--- Data provided Enclosed Below ---

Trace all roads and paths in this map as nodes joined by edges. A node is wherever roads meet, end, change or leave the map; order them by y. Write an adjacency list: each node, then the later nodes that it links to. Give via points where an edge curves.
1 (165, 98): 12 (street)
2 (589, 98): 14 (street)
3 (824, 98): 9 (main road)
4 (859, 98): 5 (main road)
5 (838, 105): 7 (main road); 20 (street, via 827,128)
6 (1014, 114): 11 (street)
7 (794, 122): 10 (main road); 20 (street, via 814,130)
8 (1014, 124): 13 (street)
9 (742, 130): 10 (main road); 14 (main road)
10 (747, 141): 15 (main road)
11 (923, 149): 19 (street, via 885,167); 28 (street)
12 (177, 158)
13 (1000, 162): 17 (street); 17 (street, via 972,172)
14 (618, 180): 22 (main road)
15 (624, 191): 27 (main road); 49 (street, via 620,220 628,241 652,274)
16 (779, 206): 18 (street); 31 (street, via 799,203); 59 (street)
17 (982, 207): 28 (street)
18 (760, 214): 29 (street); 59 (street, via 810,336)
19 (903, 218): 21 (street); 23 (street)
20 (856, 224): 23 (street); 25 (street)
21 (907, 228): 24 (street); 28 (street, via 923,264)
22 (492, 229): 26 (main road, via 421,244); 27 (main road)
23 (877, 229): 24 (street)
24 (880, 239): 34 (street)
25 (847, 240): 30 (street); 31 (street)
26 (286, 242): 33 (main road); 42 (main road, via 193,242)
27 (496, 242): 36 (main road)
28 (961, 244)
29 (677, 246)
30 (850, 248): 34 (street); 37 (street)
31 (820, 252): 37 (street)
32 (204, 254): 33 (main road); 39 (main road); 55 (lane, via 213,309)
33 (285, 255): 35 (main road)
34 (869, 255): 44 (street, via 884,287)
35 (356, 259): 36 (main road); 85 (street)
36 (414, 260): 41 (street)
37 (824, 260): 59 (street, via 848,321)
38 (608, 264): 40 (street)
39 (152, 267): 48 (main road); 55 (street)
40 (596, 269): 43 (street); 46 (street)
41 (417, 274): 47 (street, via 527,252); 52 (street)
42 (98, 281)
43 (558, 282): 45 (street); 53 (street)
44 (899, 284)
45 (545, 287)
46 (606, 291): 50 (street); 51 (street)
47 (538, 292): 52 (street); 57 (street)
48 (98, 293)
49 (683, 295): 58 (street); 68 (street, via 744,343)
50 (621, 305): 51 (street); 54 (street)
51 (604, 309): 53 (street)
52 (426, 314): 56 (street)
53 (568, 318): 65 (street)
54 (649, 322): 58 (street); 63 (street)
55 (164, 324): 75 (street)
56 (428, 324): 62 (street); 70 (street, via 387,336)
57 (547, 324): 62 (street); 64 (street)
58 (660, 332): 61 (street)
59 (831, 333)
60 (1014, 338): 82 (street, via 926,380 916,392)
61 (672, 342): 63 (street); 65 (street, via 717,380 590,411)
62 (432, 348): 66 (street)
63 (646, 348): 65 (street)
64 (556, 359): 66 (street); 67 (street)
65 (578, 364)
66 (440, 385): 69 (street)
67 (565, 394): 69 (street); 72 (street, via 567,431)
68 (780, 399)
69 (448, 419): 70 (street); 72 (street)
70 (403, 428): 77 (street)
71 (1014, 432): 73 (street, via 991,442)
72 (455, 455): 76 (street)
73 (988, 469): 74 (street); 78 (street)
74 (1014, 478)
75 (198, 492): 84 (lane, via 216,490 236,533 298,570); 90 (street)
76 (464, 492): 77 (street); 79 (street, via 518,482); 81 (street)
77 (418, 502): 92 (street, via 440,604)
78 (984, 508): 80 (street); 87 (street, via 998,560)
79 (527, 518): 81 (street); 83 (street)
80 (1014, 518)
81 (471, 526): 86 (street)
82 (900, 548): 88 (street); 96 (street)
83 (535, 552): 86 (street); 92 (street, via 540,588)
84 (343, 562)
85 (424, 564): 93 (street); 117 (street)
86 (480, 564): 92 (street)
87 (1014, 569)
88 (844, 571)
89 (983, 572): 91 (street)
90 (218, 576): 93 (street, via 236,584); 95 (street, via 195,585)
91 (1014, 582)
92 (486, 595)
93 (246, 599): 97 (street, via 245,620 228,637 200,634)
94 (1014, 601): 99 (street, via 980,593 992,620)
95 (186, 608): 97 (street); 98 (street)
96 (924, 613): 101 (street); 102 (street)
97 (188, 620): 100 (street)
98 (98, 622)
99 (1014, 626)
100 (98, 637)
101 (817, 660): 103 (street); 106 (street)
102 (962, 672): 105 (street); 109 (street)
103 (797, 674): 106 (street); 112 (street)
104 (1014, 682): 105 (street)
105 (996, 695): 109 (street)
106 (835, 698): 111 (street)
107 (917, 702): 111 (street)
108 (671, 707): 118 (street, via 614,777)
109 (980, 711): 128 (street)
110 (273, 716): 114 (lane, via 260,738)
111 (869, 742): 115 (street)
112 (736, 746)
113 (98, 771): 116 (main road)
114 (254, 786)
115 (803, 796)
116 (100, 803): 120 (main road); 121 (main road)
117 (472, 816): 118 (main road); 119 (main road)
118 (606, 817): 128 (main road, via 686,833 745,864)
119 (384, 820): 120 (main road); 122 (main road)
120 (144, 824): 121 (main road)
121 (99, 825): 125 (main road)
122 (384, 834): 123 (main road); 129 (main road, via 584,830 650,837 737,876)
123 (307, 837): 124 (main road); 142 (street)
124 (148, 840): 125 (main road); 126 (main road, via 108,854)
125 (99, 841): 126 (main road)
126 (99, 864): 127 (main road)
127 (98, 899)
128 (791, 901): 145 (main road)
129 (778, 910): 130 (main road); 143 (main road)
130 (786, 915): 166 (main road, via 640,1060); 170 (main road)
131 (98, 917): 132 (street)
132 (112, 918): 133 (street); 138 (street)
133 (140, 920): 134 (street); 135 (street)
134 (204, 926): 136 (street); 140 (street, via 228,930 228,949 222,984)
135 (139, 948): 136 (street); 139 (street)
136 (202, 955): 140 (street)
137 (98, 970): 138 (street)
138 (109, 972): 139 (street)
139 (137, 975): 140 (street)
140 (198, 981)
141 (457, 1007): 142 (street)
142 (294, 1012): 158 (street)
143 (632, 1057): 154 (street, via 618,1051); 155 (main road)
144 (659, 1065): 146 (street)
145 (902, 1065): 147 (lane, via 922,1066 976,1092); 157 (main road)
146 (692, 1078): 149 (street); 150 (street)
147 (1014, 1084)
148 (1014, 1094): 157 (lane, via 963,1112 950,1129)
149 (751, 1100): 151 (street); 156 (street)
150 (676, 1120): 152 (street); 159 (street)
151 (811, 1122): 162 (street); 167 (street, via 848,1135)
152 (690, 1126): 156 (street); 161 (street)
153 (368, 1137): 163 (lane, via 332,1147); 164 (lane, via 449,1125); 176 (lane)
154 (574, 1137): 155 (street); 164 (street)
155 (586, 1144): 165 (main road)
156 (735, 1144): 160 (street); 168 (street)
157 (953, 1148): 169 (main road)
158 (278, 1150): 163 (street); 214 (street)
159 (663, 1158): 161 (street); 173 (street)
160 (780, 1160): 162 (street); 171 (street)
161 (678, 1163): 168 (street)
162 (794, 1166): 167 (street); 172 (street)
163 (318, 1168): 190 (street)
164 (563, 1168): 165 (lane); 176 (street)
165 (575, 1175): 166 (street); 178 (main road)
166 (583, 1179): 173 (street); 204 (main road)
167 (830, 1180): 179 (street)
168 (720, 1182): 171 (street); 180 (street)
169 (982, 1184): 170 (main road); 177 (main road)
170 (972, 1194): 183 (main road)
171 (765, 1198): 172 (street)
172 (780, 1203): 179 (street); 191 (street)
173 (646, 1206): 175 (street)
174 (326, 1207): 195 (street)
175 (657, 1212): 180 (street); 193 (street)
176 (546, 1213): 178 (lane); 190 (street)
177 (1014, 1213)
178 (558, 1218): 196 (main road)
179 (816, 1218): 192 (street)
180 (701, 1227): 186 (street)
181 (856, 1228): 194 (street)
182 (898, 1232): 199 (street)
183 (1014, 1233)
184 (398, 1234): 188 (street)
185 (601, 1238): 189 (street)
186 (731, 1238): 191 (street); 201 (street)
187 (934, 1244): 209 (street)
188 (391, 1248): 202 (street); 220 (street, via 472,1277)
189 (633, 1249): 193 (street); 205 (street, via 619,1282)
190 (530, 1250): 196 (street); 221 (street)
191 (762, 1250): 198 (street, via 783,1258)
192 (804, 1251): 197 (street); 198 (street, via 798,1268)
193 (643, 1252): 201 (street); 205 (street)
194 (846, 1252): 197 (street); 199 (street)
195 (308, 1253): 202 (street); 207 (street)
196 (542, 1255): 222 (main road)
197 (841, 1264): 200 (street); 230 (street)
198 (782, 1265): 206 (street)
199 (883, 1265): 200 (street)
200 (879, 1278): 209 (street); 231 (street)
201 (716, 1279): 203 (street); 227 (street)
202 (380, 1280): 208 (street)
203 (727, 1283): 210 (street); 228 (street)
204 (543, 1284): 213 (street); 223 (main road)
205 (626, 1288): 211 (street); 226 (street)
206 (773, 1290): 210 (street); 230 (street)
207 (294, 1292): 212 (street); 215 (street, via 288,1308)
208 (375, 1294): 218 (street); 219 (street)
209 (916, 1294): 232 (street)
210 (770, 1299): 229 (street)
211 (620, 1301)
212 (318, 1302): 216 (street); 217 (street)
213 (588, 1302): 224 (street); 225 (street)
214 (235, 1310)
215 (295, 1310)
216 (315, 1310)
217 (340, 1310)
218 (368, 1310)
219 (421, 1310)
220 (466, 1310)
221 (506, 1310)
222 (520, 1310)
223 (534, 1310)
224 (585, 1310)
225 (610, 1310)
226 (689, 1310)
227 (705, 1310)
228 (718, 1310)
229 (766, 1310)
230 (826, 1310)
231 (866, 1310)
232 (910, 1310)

--- End of Enclosed Data provided ---

__Work request__. Filter the data, keeping only the lines that contain "lane".

__Solution for this exercise__.
32 (204, 254): 33 (main road); 39 (main road); 55 (lane, via 213,309)
75 (198, 492): 84 (lane, via 216,490 236,533 298,570); 90 (street)
110 (273, 716): 114 (lane, via 260,738)
145 (902, 1065): 147 (lane, via 922,1066 976,1092); 157 (main road)
148 (1014, 1094): 157 (lane, via 963,1112 950,1129)
153 (368, 1137): 163 (lane, via 332,1147); 164 (lane, via 449,1125); 176 (lane)
164 (563, 1168): 165 (lane); 176 (street)
176 (546, 1213): 178 (lane); 190 (street)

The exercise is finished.